The 32-bit architecture used in Intel and other compatible CPUs is referred to as “i386” in the Debian and other communities of Linux distributions. However, as the legacy hardware that only runs a 32-bit operating system isn’t popular anymore, the major Linux distributions and software vendors are shifting away from it. To put things in perspective, there is a good chance that most of the computers made during the last decade only support 64-bit instructions.
Ubuntu, the world’s most popular open source operating system, decided to ditch its plans to offer 32-bit installation images during its Ubuntu 17.10 development cycle. However, different 32-bit packages were still available to support existing users. Now, Canonical has announced it plans to completely drop support for such 32-bit packages.
This decision makes sense as the next LTS release, i.e., Ubuntu 20.04 won’t be released for 32-bit systems and Ubuntu 18.04 is the last LTS version for such systems.
Keeping in mind the same, Canonical also disabled upgrades from Ubuntu 18.04 to Ubuntu 18.10 to stop people from using an interim release that’d be supported for just six months.
“Consequently, i386 will not be included as an architecture for the 19.10 release, and we will shortly begin the process of disabling it for the Eoan series across Ubuntu infrastructure,” the announcement mentions.
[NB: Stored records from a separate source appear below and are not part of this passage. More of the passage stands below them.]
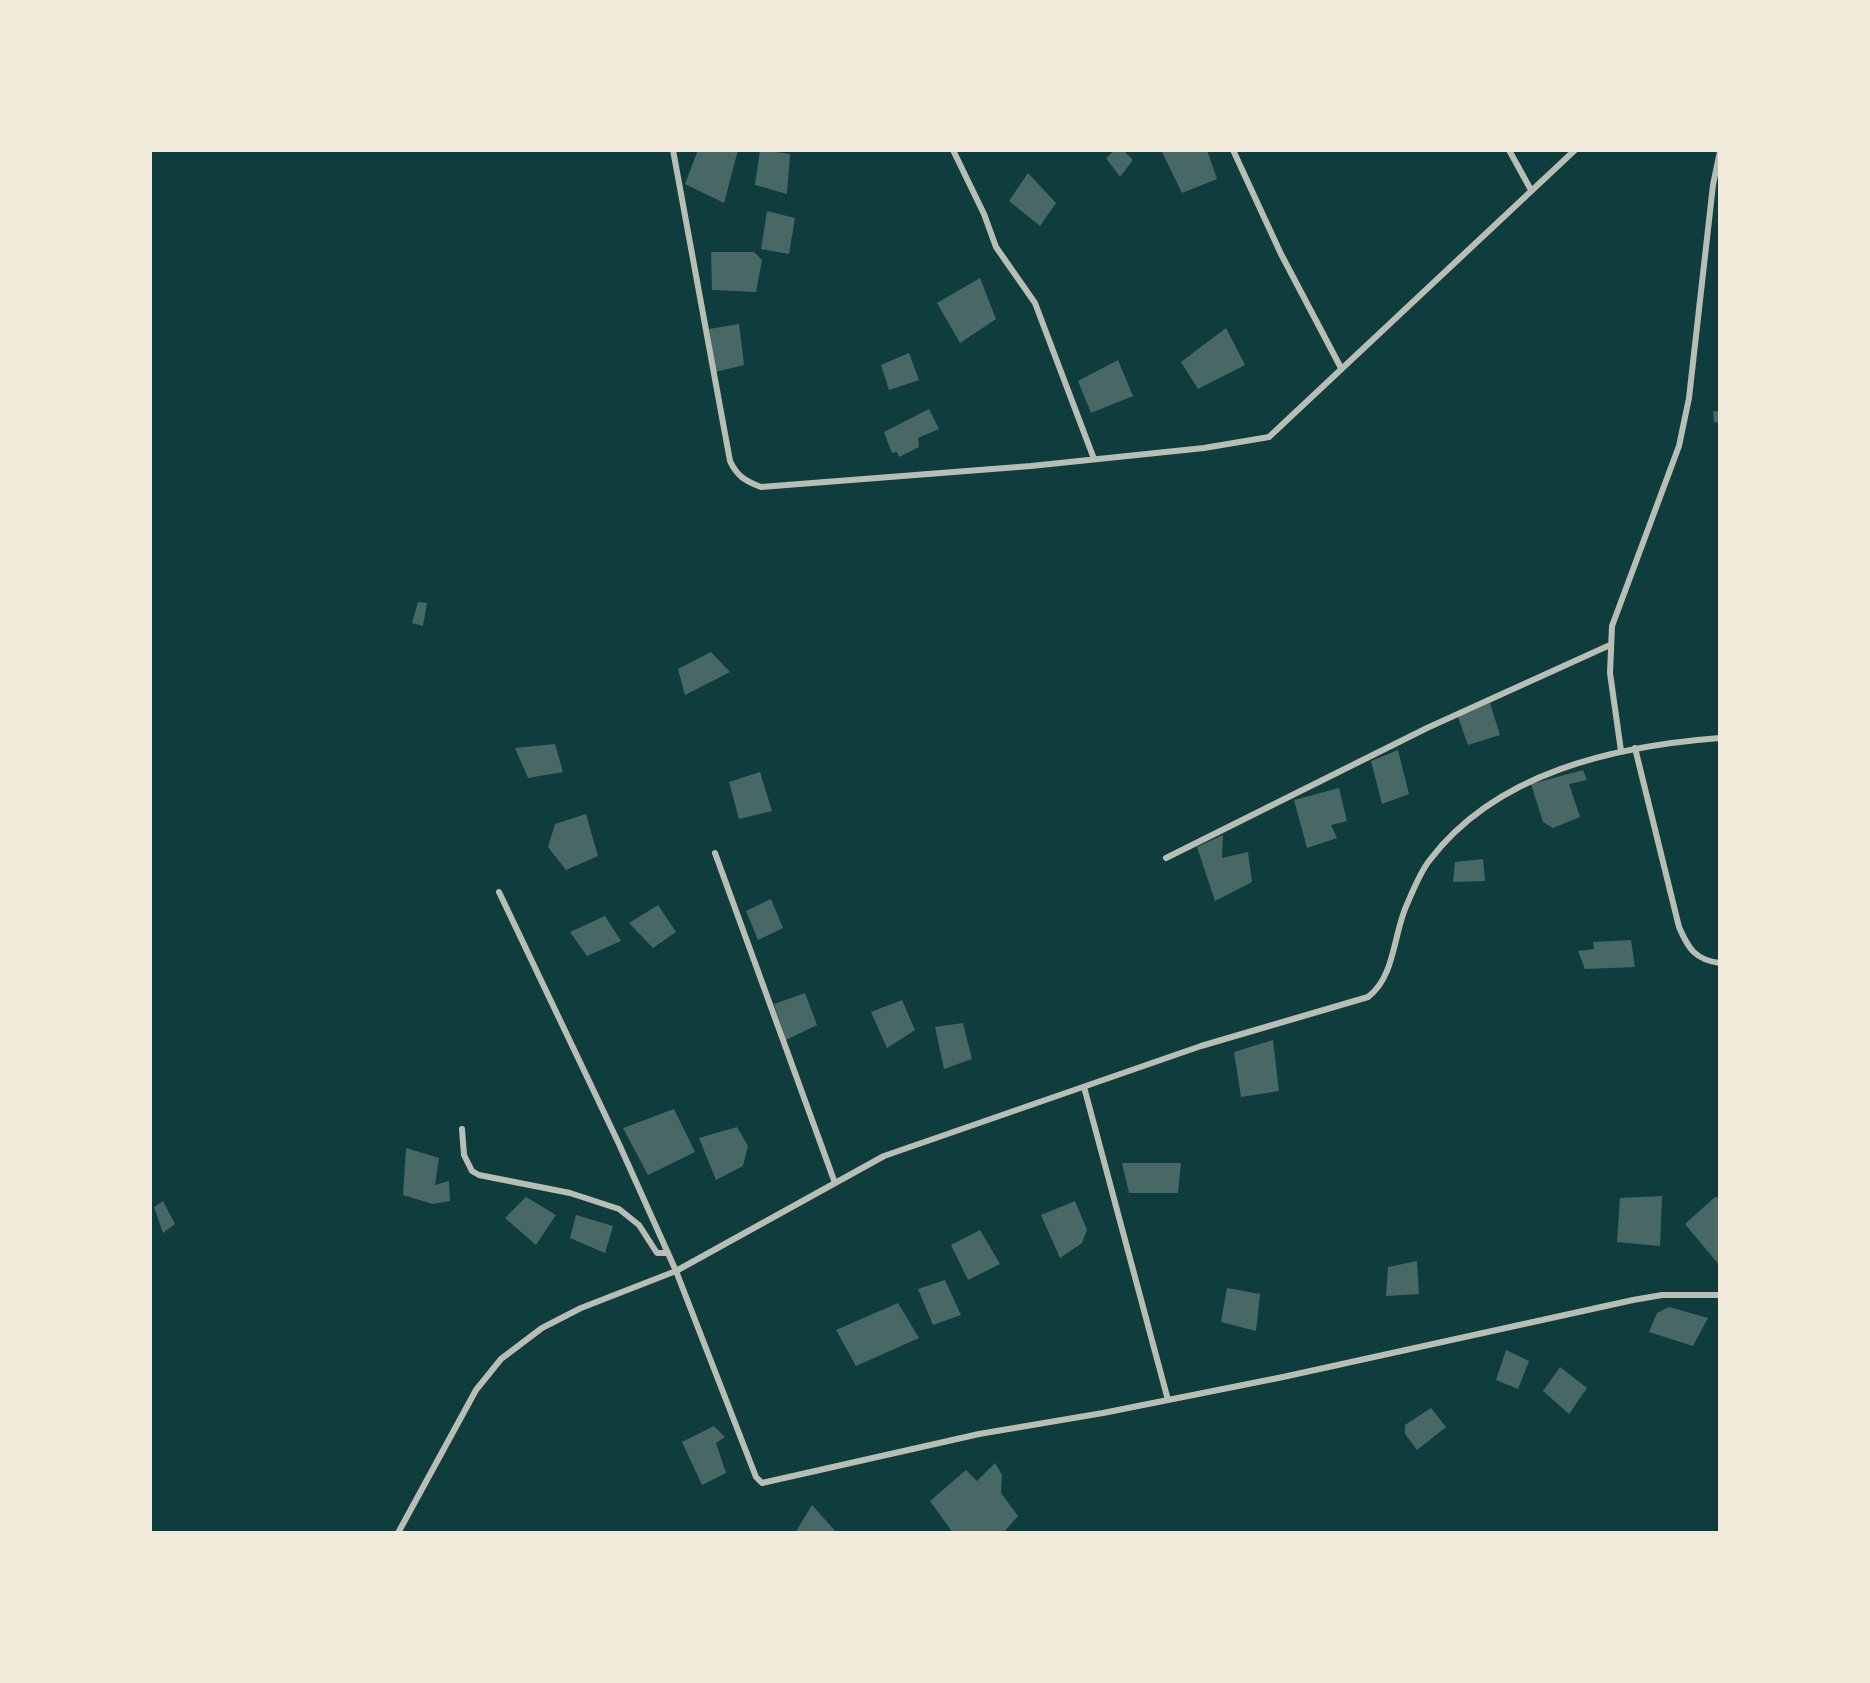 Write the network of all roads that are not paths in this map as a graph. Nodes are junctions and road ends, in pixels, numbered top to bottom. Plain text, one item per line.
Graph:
1 (674, 150) edge
2 (953, 150) edge
3 (1233, 150) edge
4 (1509, 150) edge
5 (1575, 150) edge
6 (1717, 152) edge
7 (1531, 189) junction
8 (1341, 368) junction
9 (1094, 459) junction
10 (1610, 645) junction
11 (1720, 738) edge
12 (1635, 748) junction
13 (1622, 751) junction
14 (715, 853) dead end
15 (1166, 858) dead end
16 (499, 892) dead end
17 (1720, 963) edge
18 (1084, 1086) junction
19 (462, 1129) dead end
20 (835, 1183) junction
21 (668, 1253) junction
22 (676, 1271) junction
23 (1720, 1295) edge
24 (1168, 1400) junction
25 (399, 1533) edge

1 - 9 street
2 - 9 street
3 - 8 street
4 - 7 street
5 - 7 street
6 - 10 street
7 - 8 street
8 - 9 street
10 - 13 street
10 - 15 street
11 - 12 street
12 - 13 street
12 - 17 street
13 - 18 street
14 - 20 street
16 - 21 street
18 - 20 street
18 - 24 street
19 - 21 street
20 - 22 street
21 - 22 street
22 - 24 street
22 - 25 street
23 - 24 street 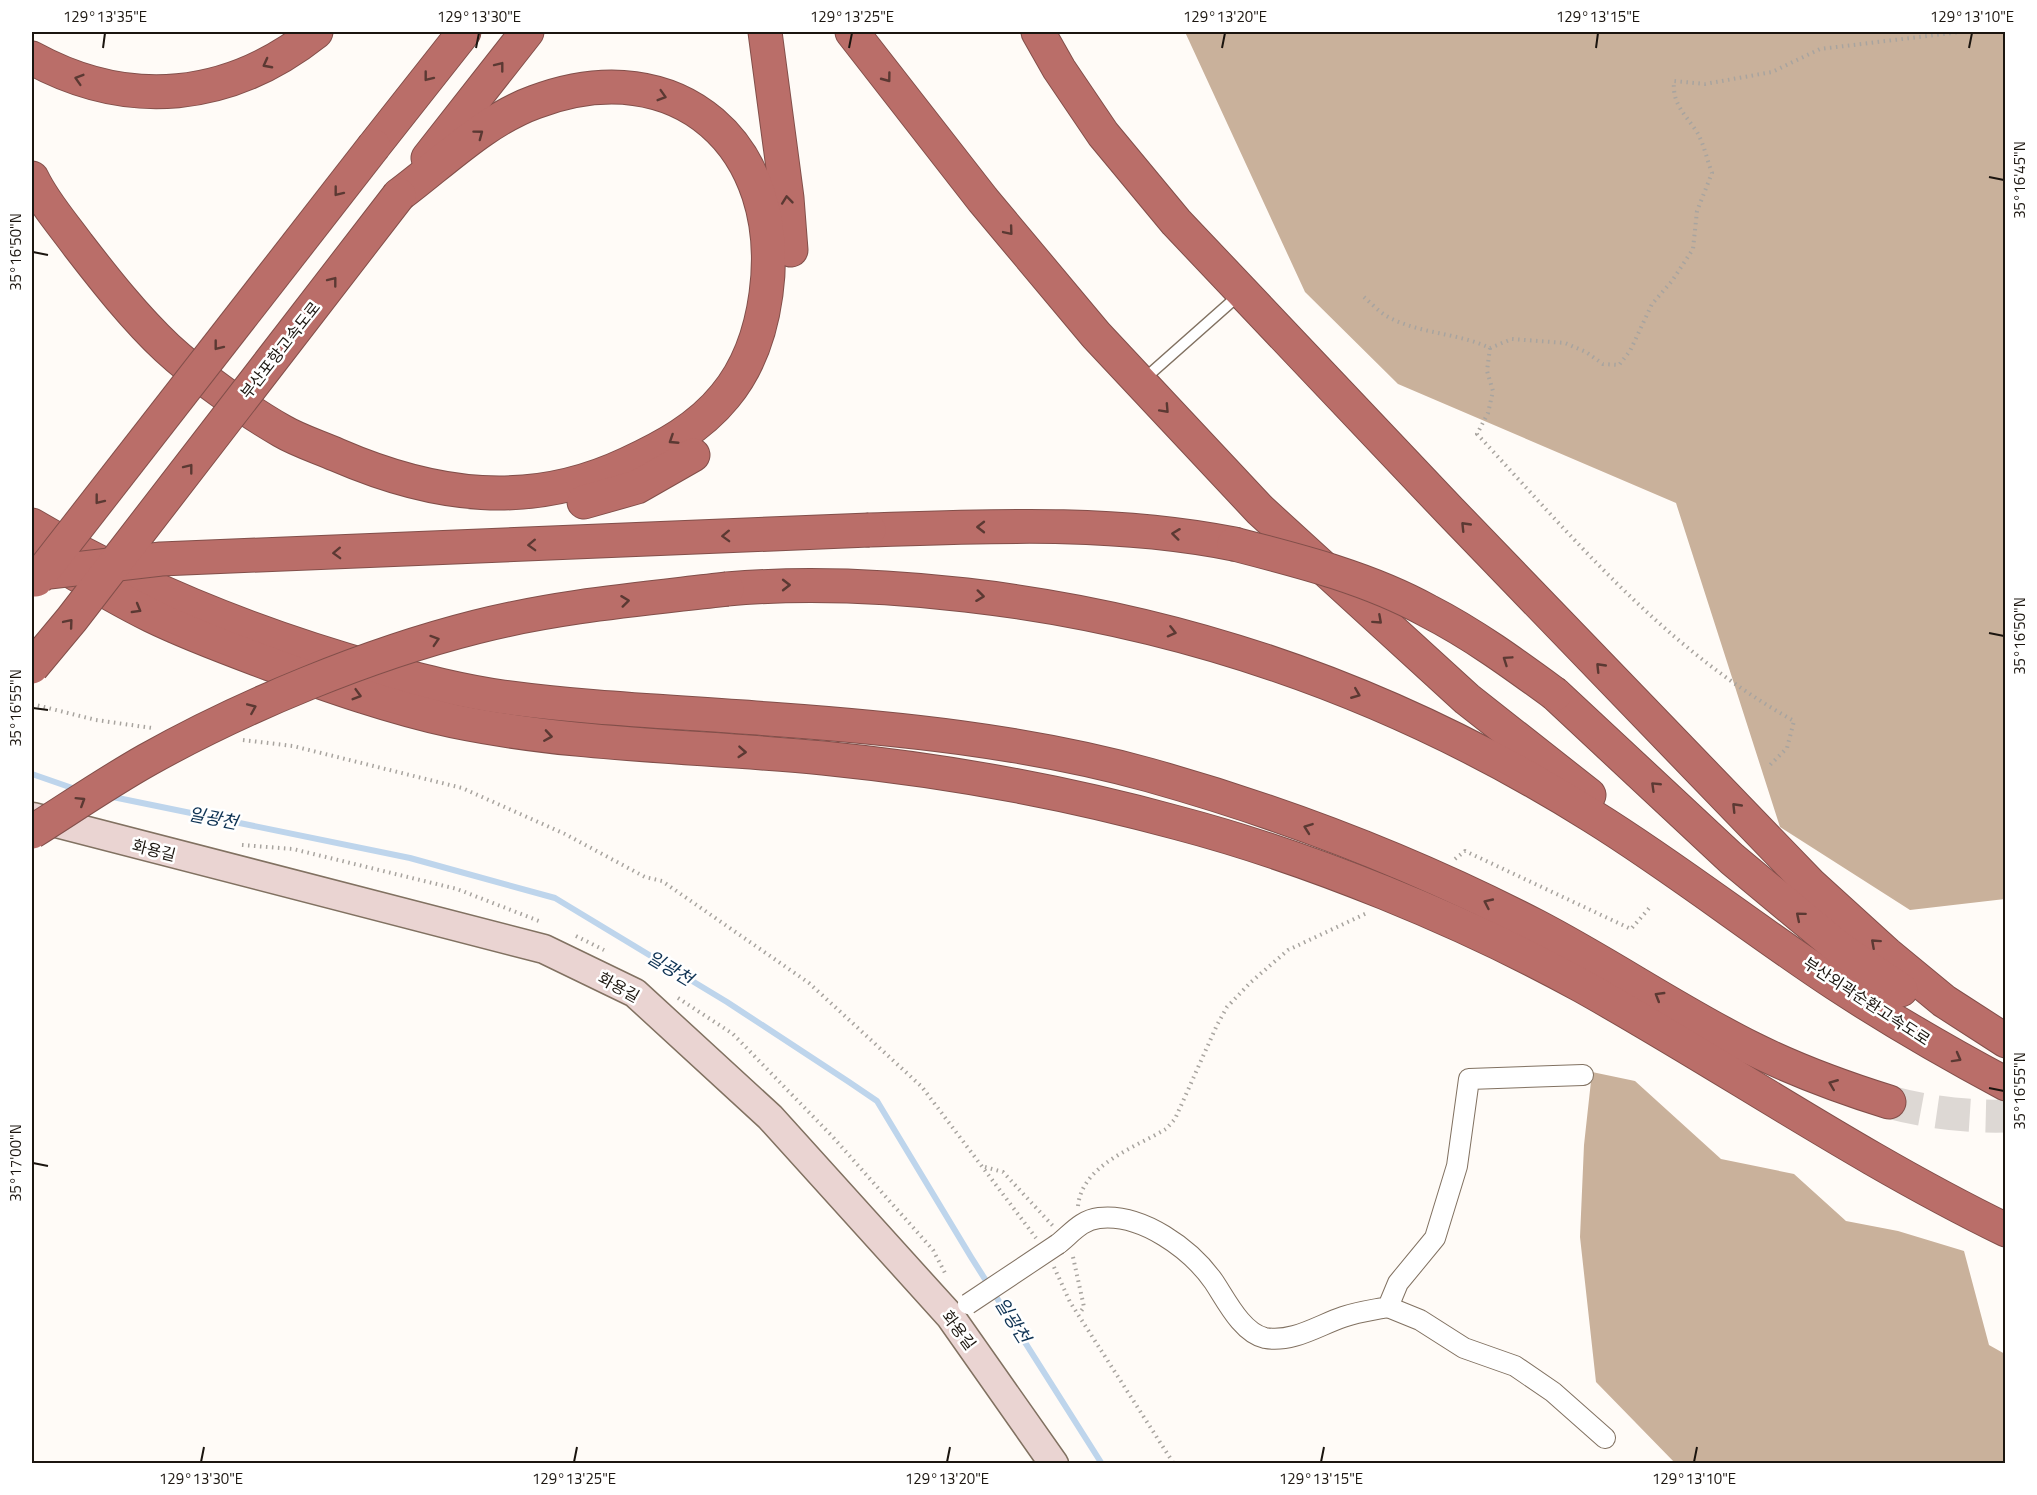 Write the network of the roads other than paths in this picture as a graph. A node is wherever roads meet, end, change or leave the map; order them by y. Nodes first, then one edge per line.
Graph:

But I WANT to use 32-bit packages!
As outlined above, you can continue using Ubuntu 18.04 LTS and keep using the 32-bit packages until 2023. Since the 32-bit userbase is just about 1% of the total user base, this workaround seems like the perfect solution.
Regarding the Ubuntu 19.10 development process, the Beta release will arrive on September 26, 2019, followed by the final release on October 17, 2019.